Multiple sequence alignment (MSA) of a set of homologous sequences is an essential step of molecular phylogenetics, the science of inferring evolutionary relationships from molecular sequence data. Errors in phylogenetic analysis can be caused by erroneously inferring site homology or saturation of multiple substitutions [1], which often present as highly divergent sites in MSAs. To remove errors and phylogenetically uninformative sites, several methods “trim” or filter highly divergent sites using calculations of site/region dissimilarity from MSAs [14]. A beneficial by-product of MSA trimming, especially for studies that analyze hundreds of MSAs from thousands of taxa [5], is that trimming MSAs reduces the computational time and memory required for phylogenomic inference.
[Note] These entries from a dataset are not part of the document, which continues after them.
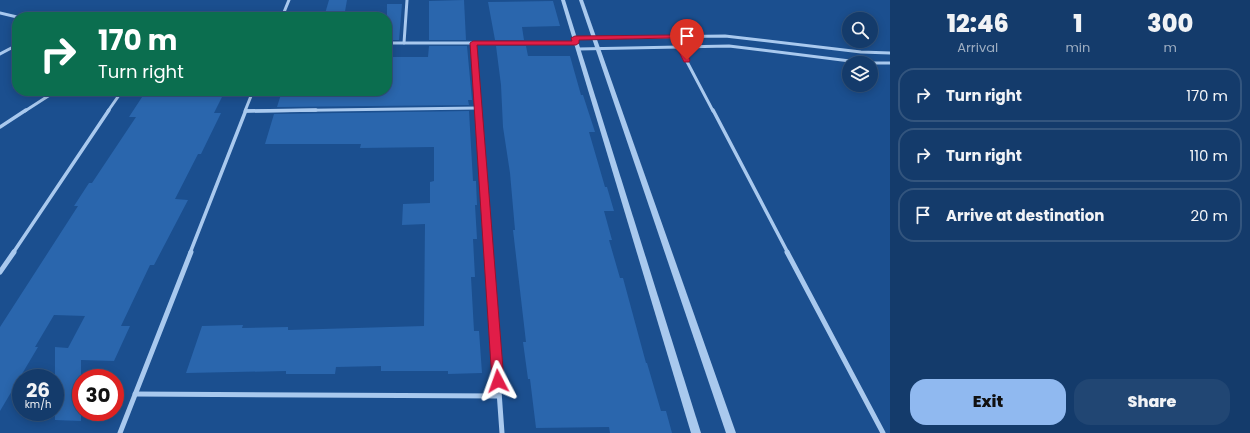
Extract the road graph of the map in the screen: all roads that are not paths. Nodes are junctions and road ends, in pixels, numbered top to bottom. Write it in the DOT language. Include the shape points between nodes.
graph roads {
  1 [pos="289,0"];
  2 [pos="406,0"];
  3 [pos="563,0"];
  4 [pos="581,0"];
  5 [pos="284,12"];
  6 [pos="0,13"];
  7 [pos="12,16"];
  8 [pos="674,36"];
  9 [pos="594,37"];
  10 [pos="392,43"];
  11 [pos="404,43"];
  12 [pos="473,43"];
  13 [pos="576,43"];
  14 [pos="680,47"];
  15 [pos="12,48"];
  16 [pos="598,48"];
  17 [pos="890,52"];
  18 [pos="0,54"];
  19 [pos="842,60"];
  20 [pos="878,63"];
  21 [pos="890,63"];
  22 [pos="48,96"];
  23 [pos="119,96"];
  24 [pos="251,96"];
  25 [pos="478,108"];
  26 [pos="246,110"];
  27 [pos="0,127"];
  28 [pos="0,272"];
  29 [pos="135,394"];
  30 [pos="499,396"];
  31 [pos="120,433"];
  32 [pos="502,433"];
  33 [pos="696,433"];
  34 [pos="731,433"];
  35 [pos="883,433"];
  1 -- 5 [label="street"];
  2 -- 11 [label="street"];
  3 -- 13 [label="street"];
  4 -- 9 [label="street"];
  6 -- 7 [label="street"];
  8 -- 9 [label="street"];
  8 -- 14 [label="street"];
  8 -- 17 [label="street" via="725,36 861,52"];
  9 -- 13 [label="street"];
  9 -- 16 [label="street"];
  10 -- 11 [label="street"];
  11 -- 12 [label="street"];
  12 -- 13 [label="street"];
  12 -- 25 [label="street"];
  13 -- 16 [label="street"];
  13 -- 33 [label="street"];
  14 -- 16 [label="street"];
  14 -- 19 [label="street" via="729,46"];
  14 -- 35 [label="street"];
  15 -- 18 [label="street"];
  16 -- 34 [label="street"];
  20 -- 21 [label="street"];
  22 -- 27 [label="street"];
  23 -- 28 [label="street"];
  24 -- 26 [label="street"];
  25 -- 26 [label="street"];
  25 -- 30 [label="street"];
  26 -- 29 [label="street"];
  29 -- 30 [label="street"];
  29 -- 31 [label="street"];
  30 -- 32 [label="street"];
}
Nowadays, MSA trimming is a routine part of molecular phylogenetic inference [6].

Despite the overwhelming popularity of MSA trimming strategies, a recent study revealed that trimming often decreases, rather than increases, the accuracy of phylogenetic inference [7]. This decrease suggests that current strategies may remove phylogenetically informative sites (e.g., parsimony-informative and variable sites) that have previously been shown to contribute to phylogenetic accuracy [8]. Furthermore, it was shown that phylogenetic inaccuracy is positively associated with the number of removed sites [7], revealing a speed–accuracy trade-off wherein trimmed MSAs decrease the computation time of phylogenetic inference but at the cost of reduced accuracy. More broadly, these findings highlight the need for alternative MSA trimming strategies.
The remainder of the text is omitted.